- [The problem]: Go through the listing below, count the lines that contain "dead", and state the number alone.

++++ Information given ++++

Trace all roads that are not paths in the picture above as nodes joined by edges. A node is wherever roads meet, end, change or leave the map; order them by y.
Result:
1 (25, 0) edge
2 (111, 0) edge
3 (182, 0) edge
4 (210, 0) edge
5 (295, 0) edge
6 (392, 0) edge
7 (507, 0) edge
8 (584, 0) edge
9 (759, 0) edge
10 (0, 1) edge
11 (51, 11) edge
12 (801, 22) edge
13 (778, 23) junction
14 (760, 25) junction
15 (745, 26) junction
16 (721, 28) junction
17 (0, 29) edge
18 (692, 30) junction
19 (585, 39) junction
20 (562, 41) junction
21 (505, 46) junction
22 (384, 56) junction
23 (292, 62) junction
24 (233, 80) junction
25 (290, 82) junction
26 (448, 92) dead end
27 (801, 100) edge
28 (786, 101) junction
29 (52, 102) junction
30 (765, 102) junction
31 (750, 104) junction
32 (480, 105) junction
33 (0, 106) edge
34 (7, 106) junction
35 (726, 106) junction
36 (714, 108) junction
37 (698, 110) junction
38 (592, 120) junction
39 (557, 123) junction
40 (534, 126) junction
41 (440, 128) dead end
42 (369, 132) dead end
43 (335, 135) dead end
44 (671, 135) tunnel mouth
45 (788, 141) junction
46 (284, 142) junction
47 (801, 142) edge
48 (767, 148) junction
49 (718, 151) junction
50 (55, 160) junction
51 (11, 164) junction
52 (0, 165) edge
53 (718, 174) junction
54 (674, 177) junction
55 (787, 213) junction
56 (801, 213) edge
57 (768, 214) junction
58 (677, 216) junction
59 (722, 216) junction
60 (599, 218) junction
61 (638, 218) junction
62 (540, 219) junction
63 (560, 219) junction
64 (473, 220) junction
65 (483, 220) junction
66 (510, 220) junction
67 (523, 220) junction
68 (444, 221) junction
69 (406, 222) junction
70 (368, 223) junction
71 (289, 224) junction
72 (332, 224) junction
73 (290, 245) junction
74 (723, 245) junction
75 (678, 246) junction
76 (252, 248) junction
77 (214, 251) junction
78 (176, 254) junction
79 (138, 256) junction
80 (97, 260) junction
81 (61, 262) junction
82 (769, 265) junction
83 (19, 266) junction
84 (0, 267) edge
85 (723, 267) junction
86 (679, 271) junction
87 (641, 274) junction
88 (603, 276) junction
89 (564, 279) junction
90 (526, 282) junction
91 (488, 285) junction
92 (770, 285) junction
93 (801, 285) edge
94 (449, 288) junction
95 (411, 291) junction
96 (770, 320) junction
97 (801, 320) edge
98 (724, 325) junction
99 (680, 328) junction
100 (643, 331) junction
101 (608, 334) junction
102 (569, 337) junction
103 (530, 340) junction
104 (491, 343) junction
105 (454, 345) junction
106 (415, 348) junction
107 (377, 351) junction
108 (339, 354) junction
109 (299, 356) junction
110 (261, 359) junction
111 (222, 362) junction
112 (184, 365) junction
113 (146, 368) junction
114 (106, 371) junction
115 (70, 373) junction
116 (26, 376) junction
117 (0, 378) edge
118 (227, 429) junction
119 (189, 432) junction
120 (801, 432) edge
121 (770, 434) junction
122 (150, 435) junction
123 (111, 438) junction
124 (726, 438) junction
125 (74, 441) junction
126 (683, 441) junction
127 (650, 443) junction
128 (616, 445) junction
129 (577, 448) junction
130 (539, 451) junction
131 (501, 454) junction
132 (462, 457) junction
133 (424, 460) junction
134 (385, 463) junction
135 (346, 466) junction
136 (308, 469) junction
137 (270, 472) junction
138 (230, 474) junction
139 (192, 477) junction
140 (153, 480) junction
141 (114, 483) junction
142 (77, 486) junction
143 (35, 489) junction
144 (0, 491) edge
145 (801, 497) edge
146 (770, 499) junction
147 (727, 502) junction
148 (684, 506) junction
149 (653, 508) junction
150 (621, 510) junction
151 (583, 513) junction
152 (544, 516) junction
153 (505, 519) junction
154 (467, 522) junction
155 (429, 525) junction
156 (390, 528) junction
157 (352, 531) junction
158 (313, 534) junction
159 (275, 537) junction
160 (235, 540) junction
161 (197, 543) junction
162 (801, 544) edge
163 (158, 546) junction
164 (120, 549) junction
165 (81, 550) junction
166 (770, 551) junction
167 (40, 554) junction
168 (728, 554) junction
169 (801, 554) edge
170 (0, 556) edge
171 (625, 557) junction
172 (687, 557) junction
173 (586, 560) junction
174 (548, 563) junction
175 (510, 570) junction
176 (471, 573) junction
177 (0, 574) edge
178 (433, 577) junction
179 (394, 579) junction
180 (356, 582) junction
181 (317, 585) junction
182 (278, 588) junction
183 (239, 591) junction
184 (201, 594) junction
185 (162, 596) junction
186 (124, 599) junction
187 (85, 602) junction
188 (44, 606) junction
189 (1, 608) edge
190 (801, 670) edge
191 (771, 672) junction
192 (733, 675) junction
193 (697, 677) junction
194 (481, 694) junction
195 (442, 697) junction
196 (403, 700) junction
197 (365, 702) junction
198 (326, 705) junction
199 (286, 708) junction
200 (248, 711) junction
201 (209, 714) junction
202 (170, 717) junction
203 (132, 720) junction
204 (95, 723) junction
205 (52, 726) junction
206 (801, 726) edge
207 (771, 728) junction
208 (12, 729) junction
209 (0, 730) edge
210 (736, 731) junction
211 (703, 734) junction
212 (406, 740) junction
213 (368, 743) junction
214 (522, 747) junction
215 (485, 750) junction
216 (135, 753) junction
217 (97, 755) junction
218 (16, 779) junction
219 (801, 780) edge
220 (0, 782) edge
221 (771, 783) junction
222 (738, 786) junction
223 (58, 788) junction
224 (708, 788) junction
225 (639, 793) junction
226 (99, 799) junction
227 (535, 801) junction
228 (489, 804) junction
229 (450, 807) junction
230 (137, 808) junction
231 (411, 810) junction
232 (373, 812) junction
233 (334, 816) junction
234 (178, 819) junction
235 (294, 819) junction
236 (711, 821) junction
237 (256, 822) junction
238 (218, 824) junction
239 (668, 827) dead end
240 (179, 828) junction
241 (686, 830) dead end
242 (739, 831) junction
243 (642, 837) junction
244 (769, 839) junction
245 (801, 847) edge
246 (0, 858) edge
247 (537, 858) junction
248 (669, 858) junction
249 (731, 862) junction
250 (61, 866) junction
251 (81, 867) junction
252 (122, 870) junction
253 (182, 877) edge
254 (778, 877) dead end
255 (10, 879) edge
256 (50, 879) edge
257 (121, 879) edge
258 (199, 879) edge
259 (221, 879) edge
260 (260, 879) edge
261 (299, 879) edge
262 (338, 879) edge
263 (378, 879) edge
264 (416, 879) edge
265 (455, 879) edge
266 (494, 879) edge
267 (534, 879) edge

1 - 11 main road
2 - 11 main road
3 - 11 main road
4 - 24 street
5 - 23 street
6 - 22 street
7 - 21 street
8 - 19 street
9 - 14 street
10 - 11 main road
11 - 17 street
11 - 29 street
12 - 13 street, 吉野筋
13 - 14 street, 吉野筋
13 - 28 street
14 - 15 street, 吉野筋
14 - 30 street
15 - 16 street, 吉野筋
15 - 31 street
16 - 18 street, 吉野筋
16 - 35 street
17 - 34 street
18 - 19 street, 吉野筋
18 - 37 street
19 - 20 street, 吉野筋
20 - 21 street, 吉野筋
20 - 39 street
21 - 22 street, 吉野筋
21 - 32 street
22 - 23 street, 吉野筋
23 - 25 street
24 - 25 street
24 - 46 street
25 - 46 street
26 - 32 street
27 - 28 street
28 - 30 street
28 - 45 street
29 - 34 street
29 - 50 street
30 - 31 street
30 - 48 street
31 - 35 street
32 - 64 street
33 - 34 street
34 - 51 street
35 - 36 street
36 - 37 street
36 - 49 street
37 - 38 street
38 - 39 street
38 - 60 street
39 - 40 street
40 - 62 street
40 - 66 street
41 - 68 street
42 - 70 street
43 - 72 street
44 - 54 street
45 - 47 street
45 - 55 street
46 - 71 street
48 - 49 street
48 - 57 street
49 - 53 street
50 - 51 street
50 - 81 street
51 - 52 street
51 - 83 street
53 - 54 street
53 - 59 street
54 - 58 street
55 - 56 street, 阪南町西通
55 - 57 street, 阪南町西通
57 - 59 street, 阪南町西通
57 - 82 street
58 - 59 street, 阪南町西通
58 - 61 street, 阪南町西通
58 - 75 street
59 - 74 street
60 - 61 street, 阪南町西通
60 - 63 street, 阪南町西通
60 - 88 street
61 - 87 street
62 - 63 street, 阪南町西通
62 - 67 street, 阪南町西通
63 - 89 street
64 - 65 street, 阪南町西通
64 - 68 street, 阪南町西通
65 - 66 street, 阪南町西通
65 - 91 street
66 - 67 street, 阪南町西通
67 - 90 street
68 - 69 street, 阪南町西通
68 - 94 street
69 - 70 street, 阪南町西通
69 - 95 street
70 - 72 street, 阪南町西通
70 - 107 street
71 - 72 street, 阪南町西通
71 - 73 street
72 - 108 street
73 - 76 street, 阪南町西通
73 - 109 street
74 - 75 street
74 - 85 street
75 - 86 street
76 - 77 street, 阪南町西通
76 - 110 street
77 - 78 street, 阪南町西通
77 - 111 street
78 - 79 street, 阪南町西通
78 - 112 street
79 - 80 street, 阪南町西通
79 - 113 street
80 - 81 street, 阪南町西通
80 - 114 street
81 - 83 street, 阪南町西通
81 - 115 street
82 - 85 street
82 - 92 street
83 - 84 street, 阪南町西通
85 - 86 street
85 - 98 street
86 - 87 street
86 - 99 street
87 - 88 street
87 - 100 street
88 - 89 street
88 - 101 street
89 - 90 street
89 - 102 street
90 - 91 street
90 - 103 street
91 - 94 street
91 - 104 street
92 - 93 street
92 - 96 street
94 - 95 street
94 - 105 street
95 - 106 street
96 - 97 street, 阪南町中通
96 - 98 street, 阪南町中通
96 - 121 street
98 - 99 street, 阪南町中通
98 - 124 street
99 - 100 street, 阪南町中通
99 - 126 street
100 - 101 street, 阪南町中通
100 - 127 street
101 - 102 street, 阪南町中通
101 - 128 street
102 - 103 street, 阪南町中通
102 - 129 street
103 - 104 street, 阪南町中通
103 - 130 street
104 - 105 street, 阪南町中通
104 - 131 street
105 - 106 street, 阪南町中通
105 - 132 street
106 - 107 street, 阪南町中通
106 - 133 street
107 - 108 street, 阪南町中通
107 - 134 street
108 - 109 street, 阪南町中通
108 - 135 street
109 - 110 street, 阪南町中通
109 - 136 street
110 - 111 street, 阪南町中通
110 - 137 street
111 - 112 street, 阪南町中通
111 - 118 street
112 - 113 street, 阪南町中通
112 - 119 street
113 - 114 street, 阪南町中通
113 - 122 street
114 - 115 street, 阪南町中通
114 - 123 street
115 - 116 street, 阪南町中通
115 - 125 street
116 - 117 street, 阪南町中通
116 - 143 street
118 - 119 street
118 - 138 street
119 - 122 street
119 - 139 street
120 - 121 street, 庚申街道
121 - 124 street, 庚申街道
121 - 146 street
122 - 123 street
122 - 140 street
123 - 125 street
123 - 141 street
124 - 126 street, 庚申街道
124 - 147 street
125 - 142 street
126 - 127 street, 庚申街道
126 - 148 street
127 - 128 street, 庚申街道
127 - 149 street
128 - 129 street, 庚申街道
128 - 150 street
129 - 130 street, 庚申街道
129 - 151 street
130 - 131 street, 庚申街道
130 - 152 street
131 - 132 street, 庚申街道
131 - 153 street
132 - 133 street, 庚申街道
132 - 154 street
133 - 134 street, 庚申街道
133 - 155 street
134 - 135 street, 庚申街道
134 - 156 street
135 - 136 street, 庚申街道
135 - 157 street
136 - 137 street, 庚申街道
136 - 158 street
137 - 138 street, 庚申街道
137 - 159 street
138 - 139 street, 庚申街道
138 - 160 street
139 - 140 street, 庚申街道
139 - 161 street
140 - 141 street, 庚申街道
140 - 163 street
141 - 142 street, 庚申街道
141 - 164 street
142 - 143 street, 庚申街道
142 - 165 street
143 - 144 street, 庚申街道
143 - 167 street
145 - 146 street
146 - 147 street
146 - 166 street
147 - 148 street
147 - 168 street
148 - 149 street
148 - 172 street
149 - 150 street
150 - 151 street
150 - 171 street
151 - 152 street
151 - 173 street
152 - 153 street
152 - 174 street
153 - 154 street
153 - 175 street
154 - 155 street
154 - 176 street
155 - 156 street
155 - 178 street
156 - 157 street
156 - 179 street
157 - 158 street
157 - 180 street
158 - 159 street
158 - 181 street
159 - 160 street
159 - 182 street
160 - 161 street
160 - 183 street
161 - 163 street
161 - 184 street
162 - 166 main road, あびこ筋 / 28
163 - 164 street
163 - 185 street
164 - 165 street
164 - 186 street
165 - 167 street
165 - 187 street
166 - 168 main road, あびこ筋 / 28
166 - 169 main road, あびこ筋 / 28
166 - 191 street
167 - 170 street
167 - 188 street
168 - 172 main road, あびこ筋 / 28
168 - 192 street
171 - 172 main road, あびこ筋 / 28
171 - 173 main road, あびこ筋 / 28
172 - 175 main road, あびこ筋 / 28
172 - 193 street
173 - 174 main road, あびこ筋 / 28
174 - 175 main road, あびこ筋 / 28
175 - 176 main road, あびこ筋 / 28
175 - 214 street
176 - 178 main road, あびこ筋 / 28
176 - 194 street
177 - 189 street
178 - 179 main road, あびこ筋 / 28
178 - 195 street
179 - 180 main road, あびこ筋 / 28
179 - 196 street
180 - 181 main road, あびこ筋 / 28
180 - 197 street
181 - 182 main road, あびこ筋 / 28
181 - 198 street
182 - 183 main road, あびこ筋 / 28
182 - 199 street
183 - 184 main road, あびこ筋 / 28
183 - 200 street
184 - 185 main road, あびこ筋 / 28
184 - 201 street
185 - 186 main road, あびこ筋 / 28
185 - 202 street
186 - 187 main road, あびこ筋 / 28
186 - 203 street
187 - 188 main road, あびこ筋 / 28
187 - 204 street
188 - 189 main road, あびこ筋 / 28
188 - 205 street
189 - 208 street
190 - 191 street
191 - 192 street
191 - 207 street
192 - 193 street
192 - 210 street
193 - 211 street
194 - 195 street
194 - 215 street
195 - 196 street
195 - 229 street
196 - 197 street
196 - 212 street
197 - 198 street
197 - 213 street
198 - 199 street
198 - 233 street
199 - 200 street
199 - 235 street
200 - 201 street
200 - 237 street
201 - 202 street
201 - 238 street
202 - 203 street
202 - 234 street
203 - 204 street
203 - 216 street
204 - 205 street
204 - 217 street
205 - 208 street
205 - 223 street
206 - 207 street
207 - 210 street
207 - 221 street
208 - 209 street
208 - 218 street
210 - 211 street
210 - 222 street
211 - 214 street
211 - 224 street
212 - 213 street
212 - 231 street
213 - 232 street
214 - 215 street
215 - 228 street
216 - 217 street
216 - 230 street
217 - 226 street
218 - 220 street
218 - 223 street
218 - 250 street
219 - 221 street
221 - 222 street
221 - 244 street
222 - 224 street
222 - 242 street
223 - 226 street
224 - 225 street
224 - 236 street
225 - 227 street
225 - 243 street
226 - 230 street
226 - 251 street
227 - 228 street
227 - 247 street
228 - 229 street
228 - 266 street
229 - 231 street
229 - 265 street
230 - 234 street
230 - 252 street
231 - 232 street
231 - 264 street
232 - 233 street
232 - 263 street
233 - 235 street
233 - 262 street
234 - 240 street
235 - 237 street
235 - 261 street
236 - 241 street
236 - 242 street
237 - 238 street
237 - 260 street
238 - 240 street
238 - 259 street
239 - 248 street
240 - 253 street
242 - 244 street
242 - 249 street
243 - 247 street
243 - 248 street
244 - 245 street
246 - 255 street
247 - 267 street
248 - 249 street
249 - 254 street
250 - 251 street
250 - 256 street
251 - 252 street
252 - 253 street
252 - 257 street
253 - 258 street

++++

- [Response to the exercise]: 7